The PSP fits in your hand comfortably, and both the controllers and the buttons fall under your thumbs easily. It's surprisingly light and finding the perfect viewing angle is simple, even with strong ambient light sources. There's a wrist strap supplied with the PSP, and although it doesn't look particularly cool, it's worth using, just in case someone knocks it out of your hand.
If there's one problem with the PSP's slick black design, it's the fact that it's a magnet for fingerprints and greasy smears. It sometimes feels like the PSP just pulls fingerprints out of the atmosphere, because even after you've just wiped it clean, fingerprints will appear before you've even picked it up!
The power switch on the right is spring loaded - push it forward and it will power the unit on and return to its original position; push it forward again and it will power the device off and once again return to its place. If you push the switch backwards it will click into place and lock all the buttons on the unit.
On the left is another switch, this time to enable and disable the integrated Wi-Fi adaptor. Yes, Sony has equipped the PSP with 802.11b wireless networking. There are two main reasons for the inclusion of Wi-Fi. First and foremost is the ability for multiple PSP users to link up and play games together - wireless networking is a far more elegant solution than having loads of players huddled round in a circle connected by trailing wires. The other reason is to allow the PSP to connect to the Internet via a wireless access point and download firmware upgrades.
There are a lot of rumours that Sony will be releasing a new firmware revision that will allow the PSP to be used for web browsing, email and even word processing, but we'll have to wait and see whether this actually happens.

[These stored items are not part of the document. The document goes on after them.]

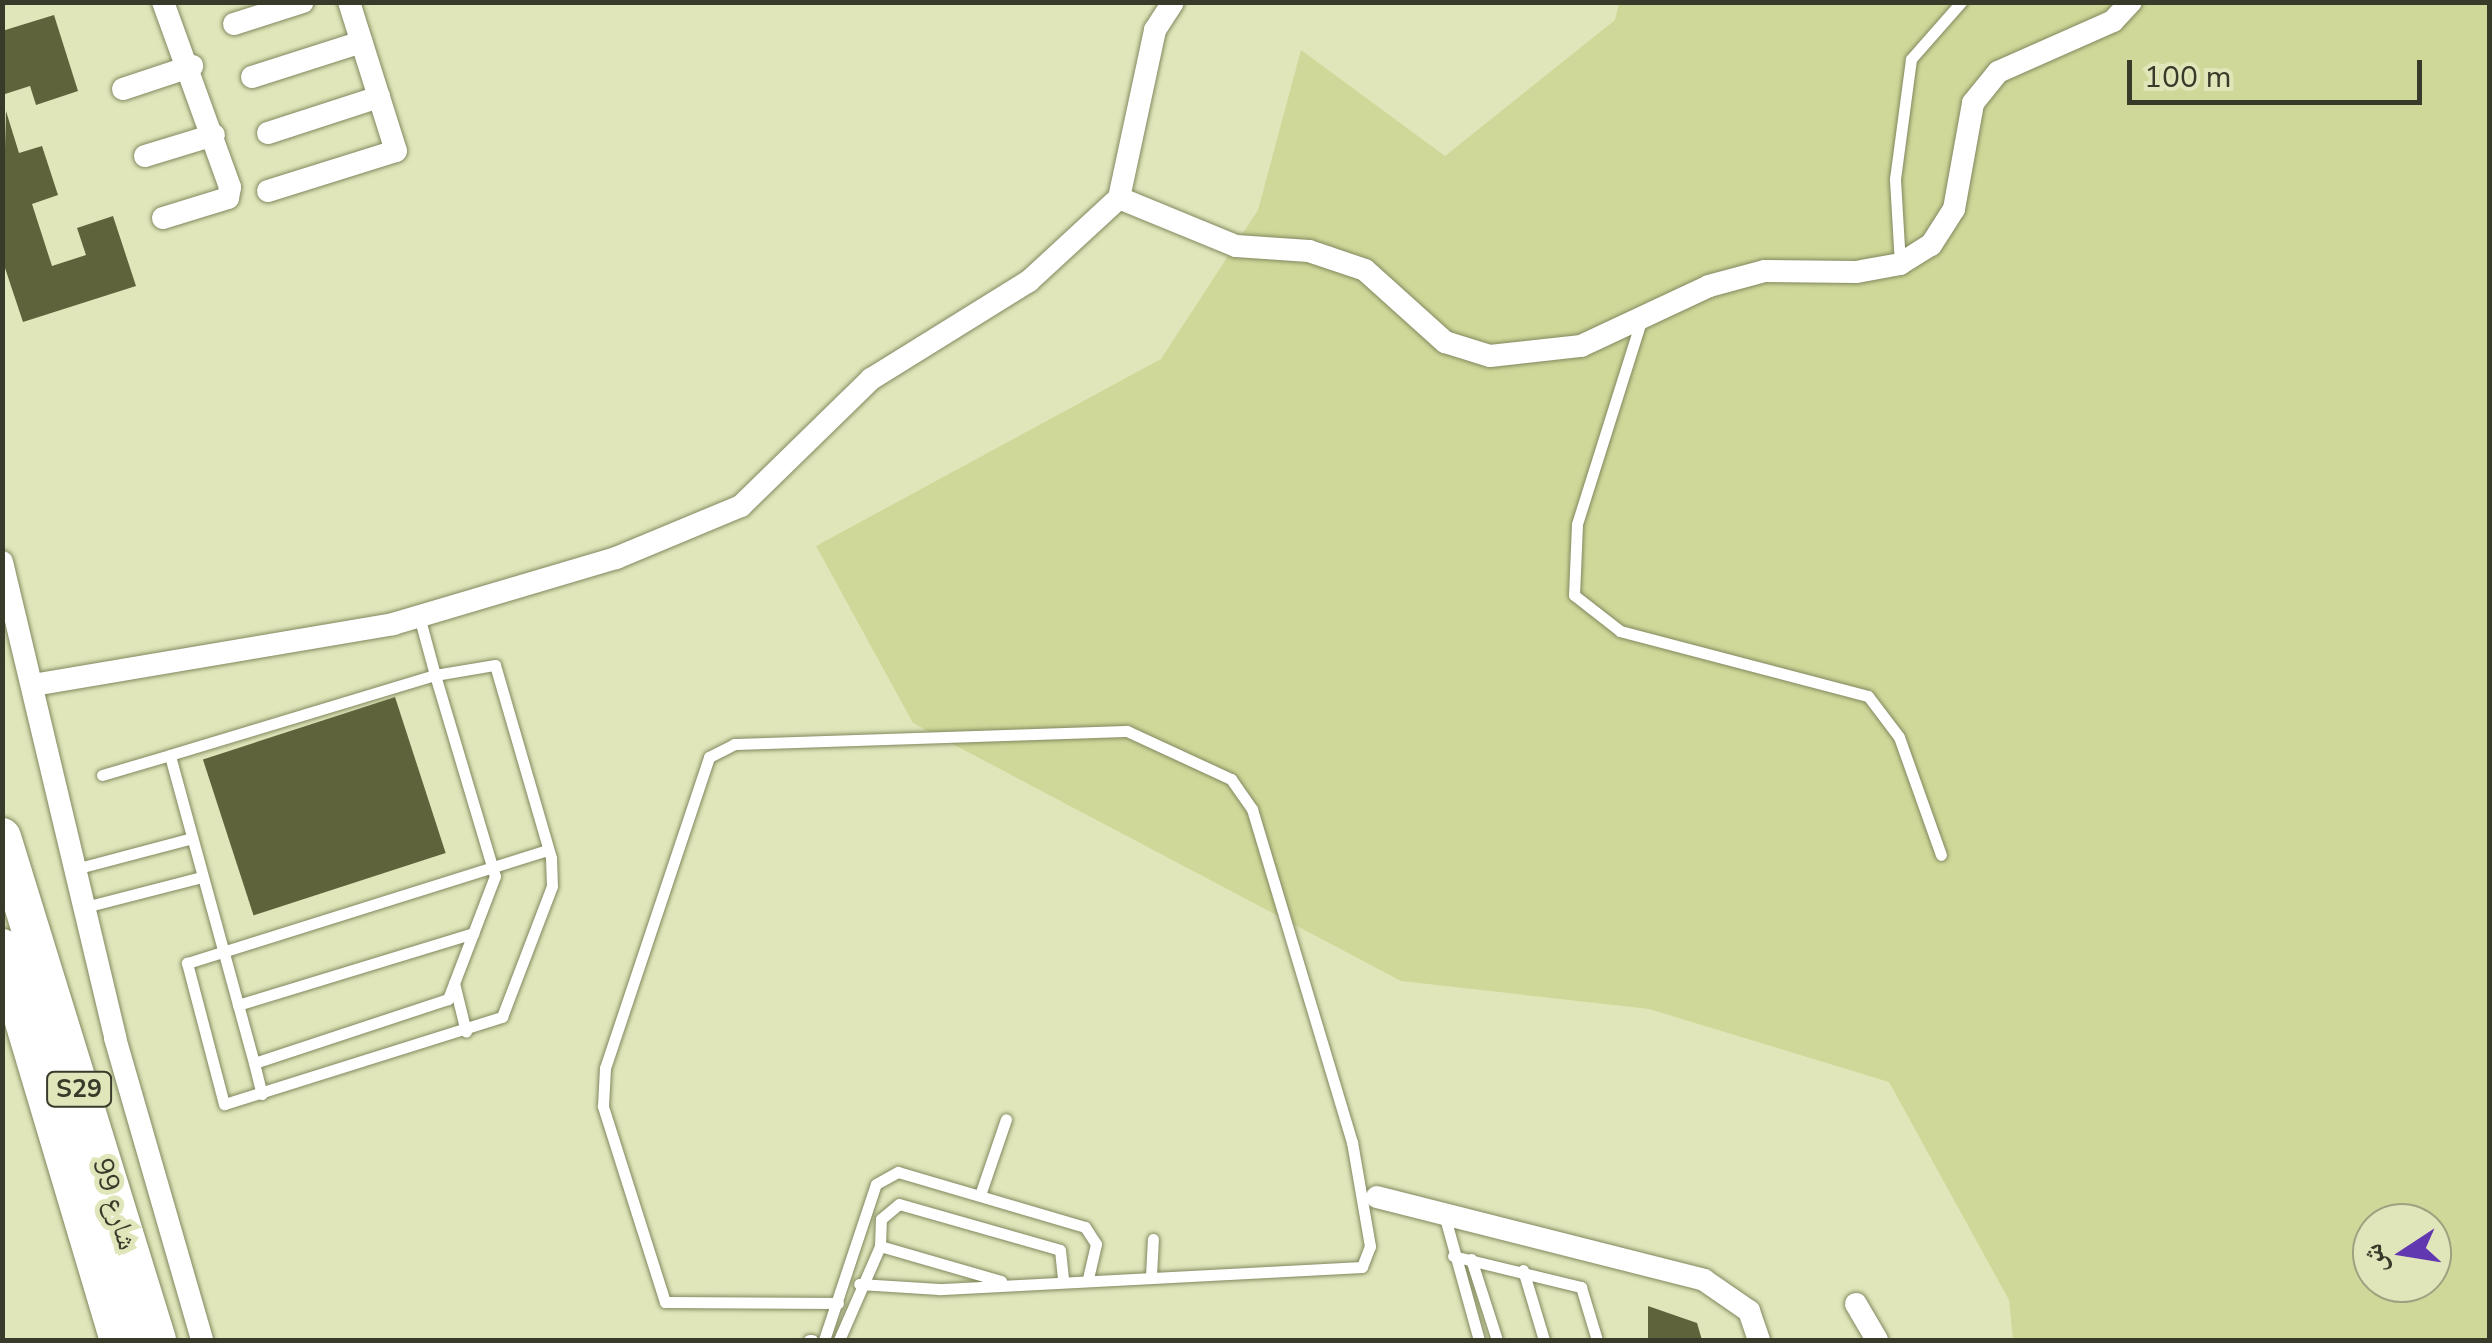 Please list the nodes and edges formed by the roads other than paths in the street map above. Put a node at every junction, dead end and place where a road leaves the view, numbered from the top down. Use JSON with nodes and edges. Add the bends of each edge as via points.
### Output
{"nodes":[{"id":1,"x":163,"y":2,"type":"edge"},
{"id":2,"x":303,"y":2,"type":"edge"},
{"id":3,"x":349,"y":2,"type":"edge"},
{"id":4,"x":1172,"y":2,"type":"edge"},
{"id":5,"x":1961,"y":2,"type":"edge"},
{"id":6,"x":2131,"y":2,"type":"edge"},
{"id":7,"x":234,"y":24,"type":"dead end"},
{"id":8,"x":362,"y":42,"type":"junction"},
{"id":9,"x":192,"y":66,"type":"junction"},
{"id":10,"x":252,"y":77,"type":"dead end"},
{"id":11,"x":123,"y":89,"type":"dead end"},
{"id":12,"x":379,"y":97,"type":"junction"},
{"id":13,"x":268,"y":132,"type":"dead end"},
{"id":14,"x":214,"y":135,"type":"junction"},
{"id":15,"x":145,"y":156,"type":"dead end"},
{"id":16,"x":268,"y":191,"type":"dead end"},
{"id":17,"x":1118,"y":198,"type":"junction"},
{"id":18,"x":164,"y":218,"type":"dead end"},
{"id":19,"x":1900,"y":264,"type":"junction"},
{"id":20,"x":1642,"y":317,"type":"junction"},
{"id":21,"x":2,"y":562,"type":"edge"},
{"id":22,"x":420,"y":616,"type":"junction"},
{"id":23,"x":436,"y":675,"type":"junction"},
{"id":24,"x":33,"y":684,"type":"junction"},
{"id":25,"x":170,"y":756,"type":"junction"},
{"id":26,"x":102,"y":775,"type":"dead end"},
{"id":27,"x":2,"y":837,"type":"edge"},
{"id":28,"x":192,"y":838,"type":"junction"},
{"id":29,"x":548,"y":850,"type":"junction"},
{"id":30,"x":1940,"y":855,"type":"dead end"},
{"id":31,"x":492,"y":862,"type":"junction"},
{"id":32,"x":76,"y":869,"type":"junction"},
{"id":33,"x":202,"y":877,"type":"junction"},
{"id":34,"x":85,"y":907,"type":"junction"},
{"id":35,"x":473,"y":933,"type":"junction"},
{"id":36,"x":2,"y":948,"type":"edge"},
{"id":37,"x":222,"y":951,"type":"junction"},
{"id":38,"x":454,"y":982,"type":"junction"},
{"id":39,"x":238,"y":1005,"type":"junction"},
{"id":40,"x":466,"y":1032,"type":"junction"},
{"id":41,"x":254,"y":1063,"type":"junction"},
{"id":42,"x":262,"y":1094,"type":"junction"},
{"id":43,"x":1006,"y":1120,"type":"dead end"},
{"id":44,"x":980,"y":1195,"type":"junction"},
{"id":45,"x":1371,"y":1196,"type":"junction"},
{"id":46,"x":866,"y":1213,"type":"junction"},
{"id":47,"x":1444,"y":1214,"type":"junction"},
{"id":48,"x":882,"y":1218,"type":"junction"},
{"id":49,"x":165,"y":1221,"type":"junction"},
{"id":50,"x":1153,"y":1240,"type":"dead end"},
{"id":51,"x":880,"y":1246,"type":"junction"},
{"id":52,"x":1453,"y":1256,"type":"junction"},
{"id":53,"x":1471,"y":1259,"type":"junction"},
{"id":54,"x":1523,"y":1270,"type":"junction"},
{"id":55,"x":1151,"y":1276,"type":"junction"},
{"id":56,"x":1088,"y":1279,"type":"junction"},
{"id":57,"x":1063,"y":1280,"type":"junction"},
{"id":58,"x":859,"y":1284,"type":"junction"},
{"id":59,"x":1012,"y":1284,"type":"junction"},
{"id":60,"x":838,"y":1303,"type":"junction"},
{"id":61,"x":1856,"y":1304,"type":"dead end"},
{"id":62,"x":119,"y":1340,"type":"edge"},
{"id":63,"x":157,"y":1340,"type":"edge"},
{"id":64,"x":202,"y":1340,"type":"edge"},
{"id":65,"x":216,"y":1340,"type":"edge"},
{"id":66,"x":824,"y":1340,"type":"edge"},
{"id":67,"x":839,"y":1340,"type":"edge"},
{"id":68,"x":1479,"y":1340,"type":"edge"},
{"id":69,"x":1497,"y":1340,"type":"edge"},
{"id":70,"x":1544,"y":1340,"type":"edge"},
{"id":71,"x":1596,"y":1340,"type":"edge"},
{"id":72,"x":1759,"y":1340,"type":"edge"},
{"id":73,"x":1877,"y":1340,"type":"edge"}],
"edges":[{"from":1,"to":9,"type":"street"},
{"from":2,"to":7,"type":"street"},
{"from":3,"to":8,"type":"street"},
{"from":4,"to":17,"type":"street","via":[[1155,30]]},
{"from":5,"to":19,"type":"lane","via":[[1911,59],[1895,178]]},
{"from":6,"to":19,"type":"street","via":[[2113,20],[1998,72],[1973,103],[1954,209],[1931,245]]},
{"from":8,"to":10,"type":"street"},
{"from":8,"to":12,"type":"street"},
{"from":9,"to":11,"type":"street"},
{"from":9,"to":14,"type":"street"},
{"from":12,"to":13,"type":"street"},
{"from":12,"to":16,"type":"street","via":[[396,151]]},
{"from":14,"to":15,"type":"street"},
{"from":14,"to":18,"type":"street","via":[[228,198]]},
{"from":17,"to":20,"type":"street","via":[[1236,246],[1309,251],[1364,270],[1446,342],[1490,356],[1581,346]]},
{"from":17,"to":22,"type":"street","via":[[1030,281],[872,379],[741,506],[616,558]]},
{"from":19,"to":20,"type":"street","via":[[1765,270]]},
{"from":20,"to":30,"type":"lane","via":[[1577,524],[1574,595],[1620,631],[1868,696],[1900,737]]},
{"from":21,"to":24,"type":"street"},
{"from":22,"to":23,"type":"lane"},
{"from":22,"to":24,"type":"street"},
{"from":23,"to":25,"type":"lane"},
{"from":23,"to":29,"type":"lane","via":[[495,665]]},
{"from":23,"to":31,"type":"lane"},
{"from":24,"to":32,"type":"street"},
{"from":25,"to":26,"type":"lane"},
{"from":25,"to":28,"type":"lane"},
{"from":27,"to":63,"type":"main road","name":"99 شارع","number":"S29"},
{"from":28,"to":32,"type":"lane"},
{"from":28,"to":33,"type":"lane"},
{"from":29,"to":31,"type":"lane"},
{"from":29,"to":40,"type":"lane","via":[[552,886],[502,1017]]},
{"from":31,"to":35,"type":"lane"},
{"from":31,"to":37,"type":"lane"},
{"from":32,"to":34,"type":"street"},
{"from":33,"to":34,"type":"lane"},
{"from":33,"to":37,"type":"lane"},
{"from":34,"to":49,"type":"street"},
{"from":35,"to":38,"type":"lane"},
{"from":35,"to":39,"type":"lane"},
{"from":36,"to":62,"type":"main road","name":"99 شارع","number":"S29"},
{"from":37,"to":39,"type":"lane"},
{"from":37,"to":42,"type":"lane","via":[[191,960],[185,973],[224,1104]]},
{"from":38,"to":40,"type":"lane"},
{"from":38,"to":41,"type":"lane","via":[[440,1005]]},
{"from":39,"to":41,"type":"lane"},
{"from":40,"to":42,"type":"lane"},
{"from":41,"to":42,"type":"lane"},
{"from":43,"to":44,"type":"lane"},
{"from":44,"to":46,"type":"lane","via":[[898,1172],[876,1184]]},
{"from":44,"to":56,"type":"lane","via":[[1085,1226],[1096,1244]]},
{"from":45,"to":47,"type":"street"},
{"from":45,"to":55,"type":"lane","via":[[1369,1258],[1351,1272]]},
{"from":45,"to":60,"type":"lane","via":[[1252,809],[1231,779],[1127,731],[724,746],[709,757],[652,916],[604,1068],[604,1106],[665,1302]]},
{"from":46,"to":48,"type":"lane"},
{"from":46,"to":60,"type":"lane"},
{"from":47,"to":52,"type":"lane"},
{"from":47,"to":72,"type":"street","via":[[1704,1280],[1749,1311]]},
{"from":48,"to":51,"type":"lane"},
{"from":48,"to":57,"type":"lane","via":[[907,1204],[1053,1247],[1065,1254]]},
{"from":49,"to":64,"type":"street"},
{"from":49,"to":65,"type":"street"},
{"from":50,"to":55,"type":"lane"},
{"from":51,"to":58,"type":"lane"},
{"from":51,"to":59,"type":"lane"},
{"from":52,"to":53,"type":"lane"},
{"from":52,"to":68,"type":"lane"},
{"from":53,"to":54,"type":"lane"},
{"from":53,"to":69,"type":"lane"},
{"from":54,"to":70,"type":"lane"},
{"from":54,"to":71,"type":"lane","via":[[1582,1287]]},
{"from":55,"to":56,"type":"lane"},
{"from":56,"to":57,"type":"lane"},
{"from":57,"to":59,"type":"lane"},
{"from":58,"to":59,"type":"lane"},
{"from":58,"to":67,"type":"lane"},
{"from":60,"to":66,"type":"lane"},
{"from":61,"to":73,"type":"street"}]}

Next to the Wi-Fi switch is a small hatch that hides the MemoryStick Duo port. It's a pretty smart move to incorporate MemoryStick Duo into the PSP, since it will instantly increase the user base for Sony's tiny memory cards. I purchased the PSP Value Pack which came with a 32MB MemoryStick Duo card in the box, which is handy for game saves and photos, but not really large enough for music or video. You can however, pick up a 512MB SanDisk MemoryStick Duo Pro card for around £50, which should keep you going for a while.

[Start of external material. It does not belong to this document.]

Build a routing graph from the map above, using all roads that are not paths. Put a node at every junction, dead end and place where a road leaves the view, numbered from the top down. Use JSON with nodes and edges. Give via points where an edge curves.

At the top of the casing you'll find a mini-USB connector, an infrared port and the eject switch for the UMD drive. Flicking the eject switch causes the central rear portion of the PSP to open up - you can then slide in a UMD disc and close it up again. In case you don't know already, UMD stands for Universal Media Disc and this is the format that the PSP games ship on. The UMD discs have a diameter of about 60mm and a capacity of 1.8GB. They remind me of MiniDiscs, but there's no sliding metal cover to protect the disc surface. With this in mind, I would have liked to have seen some kind of case for the UMD discs, but alas they are bare once you take them out of the game box. No doubt there will be third-party slip cases appearing soon enough though.